WHAT YOU NEED TO DO => Give the whole listing again, exactly as written.

DATA PROVIDED =>
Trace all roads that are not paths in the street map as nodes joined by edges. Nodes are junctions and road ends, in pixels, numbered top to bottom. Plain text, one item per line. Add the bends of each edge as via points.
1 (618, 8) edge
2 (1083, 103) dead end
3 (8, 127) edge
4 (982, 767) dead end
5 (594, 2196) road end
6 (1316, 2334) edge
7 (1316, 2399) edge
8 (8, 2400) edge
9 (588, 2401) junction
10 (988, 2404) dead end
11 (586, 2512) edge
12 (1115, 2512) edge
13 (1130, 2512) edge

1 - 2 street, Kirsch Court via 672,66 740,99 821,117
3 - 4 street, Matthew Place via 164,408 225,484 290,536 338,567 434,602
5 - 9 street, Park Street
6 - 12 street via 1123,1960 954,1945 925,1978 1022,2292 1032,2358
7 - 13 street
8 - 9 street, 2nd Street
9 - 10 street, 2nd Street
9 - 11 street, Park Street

EXERCISE OUTPUT =>
Trace all roads that are not paths in the street map as nodes joined by edges. Nodes are junctions and road ends, in pixels, numbered top to bottom. Plain text, one item per line. Add the bends of each edge as via points.
1 (618, 8) edge
2 (1083, 103) dead end
3 (8, 127) edge
4 (982, 767) dead end
5 (594, 2196) road end
6 (1316, 2334) edge
7 (1316, 2399) edge
8 (8, 2400) edge
9 (588, 2401) junction
10 (988, 2404) dead end
11 (586, 2512) edge
12 (1115, 2512) edge
13 (1130, 2512) edge

1 - 2 street, Kirsch Court via 672,66 740,99 821,117
3 - 4 street, Matthew Place via 164,408 225,484 290,536 338,567 434,602
5 - 9 street, Park Street
6 - 12 street via 1123,1960 954,1945 925,1978 1022,2292 1032,2358
7 - 13 street
8 - 9 street, 2nd Street
9 - 10 street, 2nd Street
9 - 11 street, Park Street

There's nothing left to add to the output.